Alors oui, les alternatives séduisent : capsules métalliques recyclables à l’infini, bouchons en polymère (jugés non éco-responsables), plus pratiques et modernes. Mais le bouchon de liège traîne d’autres défauts : risque de casse, nécessité de maîtriser l’art du tire-bouchon ou du bi-lame, gestes précis et précautions à chaque extraction. Paradoxalement, il s’est élevé au rang de symbole sacré, ses défenseurs adoptant parfois une posture élitiste.
Qui pourrait croire que le processus de production du bouchon de liège est complexe ? Vous êtes vous déjà posé la question: Combien d’étapes subit ce matériau pour créer un si petit objet qu’est le bouchon ?
Pour notre première visite, nous avons découvert JA Beira, une entreprise familiale implantée à Vila Nova de Gaia, à une trentaine de minutes de Porto. Depuis 1979, cette usine se consacre à la fabrication de bouchons sur mesure pour les bouteilles de spiritueux et de champagne. Le liège, déjà traité et présenté sous forme cylindrique, est transformé sur place sous la supervision attentive d’Anna. L’entreprise est certifiée BRC Packaging depuis 2017, qui s’ajoute à ses différentes certifications ISO. À la partie technique s’ajoute l’engagement écologique de la société sur les plans énergétiques notamment.

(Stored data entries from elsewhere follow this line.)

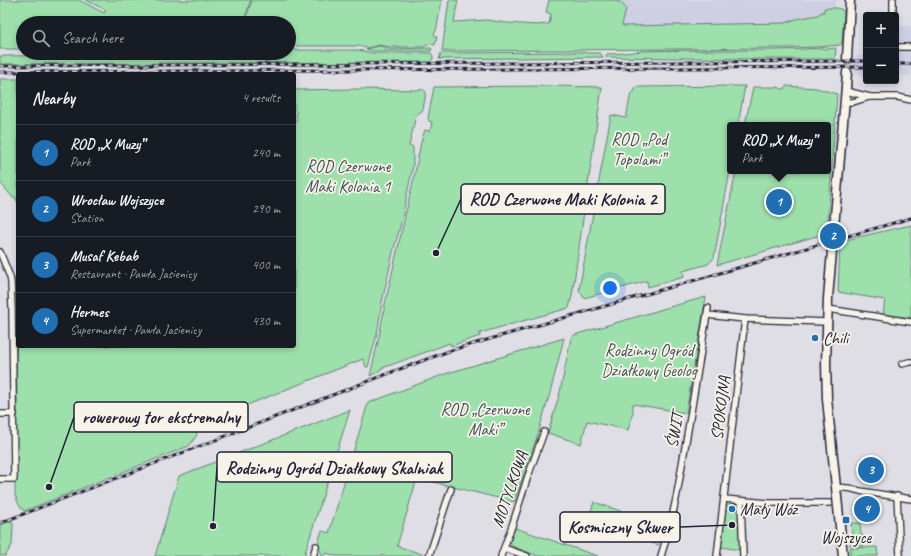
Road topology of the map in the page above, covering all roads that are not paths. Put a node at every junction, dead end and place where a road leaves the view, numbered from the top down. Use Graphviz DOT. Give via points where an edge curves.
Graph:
graph roads {
  1 [pos="850,0"];
  2 [pos="893,0"];
  3 [pos="893,12"];
  4 [pos="899,47"];
  5 [pos="911,47"];
  6 [pos="847,59"];
  7 [pos="847,72"];
  8 [pos="846,89"];
  9 [pos="870,97"];
  10 [pos="911,100"];
  11 [pos="845,102"];
  12 [pos="0,252"];
  13 [pos="708,308"];
  14 [pos="828,309"];
  15 [pos="707,315"];
  16 [pos="745,319"];
  17 [pos="827,322"];
  18 [pos="911,322"];
  19 [pos="911,362"];
  20 [pos="902,364"];
  21 [pos="0,414"];
  22 [pos="14,414"];
  23 [pos="544,432"];
  24 [pos="0,479"];
  25 [pos="836,488"];
  26 [pos="450,489"];
  27 [pos="897,496"];
  28 [pos="724,499"];
  29 [pos="911,499"];
  30 [pos="741,500"];
  31 [pos="829,503"];
  32 [pos="316,546"];
  33 [pos="504,548"];
  34 [pos="313,556"];
  35 [pos="429,556"];
  36 [pos="501,556"];
  37 [pos="527,556"];
  38 [pos="661,556"];
  39 [pos="717,556"];
  40 [pos="743,556"];
  41 [pos="843,556"];
  42 [pos="900,556"];
  1 -- 6 [label="street"];
  2 -- 3 [label="street"];
  4 -- 5 [label="street"];
  7 -- 8 [label="street"];
  8 -- 9 [label="street"];
  8 -- 11 [label="street"];
  9 -- 10 [label="street" via="898,97"];
  9 -- 11 [label="street"];
  11 -- 14 [label="street"];
  12 -- 22 [label="street" via="11,282"];
  13 -- 15 [label="street, ŚWIT"];
  14 -- 17 [label="street"];
  14 -- 18 [label="street"];
  15 -- 16 [label="street"];
  15 -- 38 [label="street, ŚWIT" via="677,494"];
  16 -- 17 [label="street"];
  16 -- 28 [label="street, SPOKOJNA"];
  17 -- 25 [label="street" via="827,399"];
  19 -- 20 [label="street"];
  21 -- 22 [label="street"];
  22 -- 24 [label="street" via="14,479"];
  23 -- 33 [label="street, MOTYLKOWA"];
  25 -- 27 [label="street" via="852,488"];
  25 -- 41 [label="street"];
  26 -- 35 [label="street"];
  27 -- 29 [label="street"];
  27 -- 42 [label="street"];
  28 -- 30 [label="street"];
  28 -- 39 [label="street, SPOKOJNA"];
  30 -- 31 [label="street" via="768,503"];
  30 -- 40 [label="street"];
  32 -- 34 [label="street"];
  33 -- 36 [label="street, MOTYLKOWA"];
  33 -- 37 [label="street"];
}
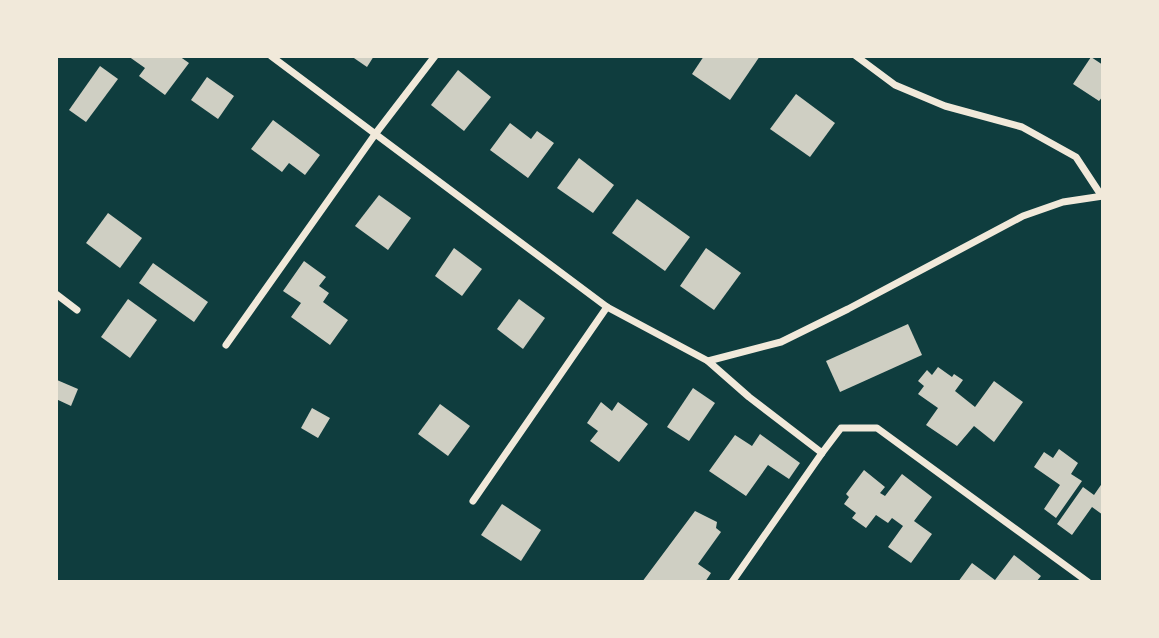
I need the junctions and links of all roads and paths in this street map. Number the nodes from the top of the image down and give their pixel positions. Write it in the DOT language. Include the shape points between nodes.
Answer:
graph roads {
  1 [pos="271,56"];
  2 [pos="435,56"];
  3 [pos="856,56"];
  4 [pos="376,134"];
  5 [pos="1102,196"];
  6 [pos="56,294"];
  7 [pos="607,307"];
  8 [pos="77,310"];
  9 [pos="226,345"];
  10 [pos="708,361"];
  11 [pos="822,453"];
  12 [pos="473,501"];
  13 [pos="732,582"];
  14 [pos="1088,582"];
  1 -- 4 [label="street"];
  2 -- 4 [label="street"];
  3 -- 5 [label="street" via="895,85 945,106 1022,127 1076,158"];
  4 -- 7 [label="street"];
  4 -- 9 [label="street"];
  5 -- 10 [label="street" via="1063,202 1023,216 781,341"];
  6 -- 8 [label="street"];
  7 -- 10 [label="street"];
  7 -- 12 [label="street"];
  10 -- 11 [label="street"];
  11 -- 13 [label="street"];
  11 -- 14 [label="street" via="841,428 877,428"];
}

De taille moyenne, José Beira, nous explique les valeurs portées par sa structure notamment l’agilité. La capacité d’imaginer, créer des solutions sur mesure avec en moyenne une réponse sous 48 heures. Les équipes travaillent de manière soudée, la confiance entre collaborateurs prime, et Virginie (Portuliège) nous confirme qu’il leur est possible de proposer des création en moins de 48 heures pour le client final. Comme ici, un bouchon produit pour une grande marque de single malt à l’occasion du dernier Jubile de la Reine d’Angleterre. Chaque bouchon est façonné selon les exigences spécifiques des clients, qui cherchent à se démarquer par la forme unique de leurs bouteilles et des bouchons qui les scellent. Fidèle à ses valeurs, JA Beira collabore principalement avec des clients de toute taille ainsi qu’avec des producteurs de chêne-liège soucieux de proposer une qualité irréprochable.
Les présentations faites et la première visite achevée, il est temps de faire le point. Une chose ressort immédiatement : le liège est bien plus qu’un simple « petit objet croisé occasionnellement ». Issu de l’écorce du chêne-liège, cet arbre remarquable permet une récolte sans dommage pour lui, généralement tous les 7 à 12 ans, avec une fréquence de 9 ans souvent citée comme référence. Ce matériau est une véritable pépite : 100 % naturel, réutilisable, recyclable, élastique, imperméable à l’eau et aux gaz, excellent isolant thermique et acoustique, et presque imputrescible.
Même après sa transformation en bouchons, le liège conserve ses atouts écologiques : il peut être recyclé et intégré dans de nouvelles chaînes de production. Broyé, il se métamorphose en produits divers tels que des bouchons micro-agglomérés, des panneaux d’isolation ou encore des accessoires pour la pêche. Ce matériau unique incarne une ressource durable et polyvalente, valorisée dans le respect de l’environnement.
Les forêts de chêne-liège, concentrées dans les pays méditerranéens, occupent une place stratégique, avec le Portugal en tête. Le pays abrite 34 % des forêts de chêne-liège au niveau mondial, dont près de 72 % se situent dans la région de l’Alentejo, confirmant son rôle central dans cette industrie durable.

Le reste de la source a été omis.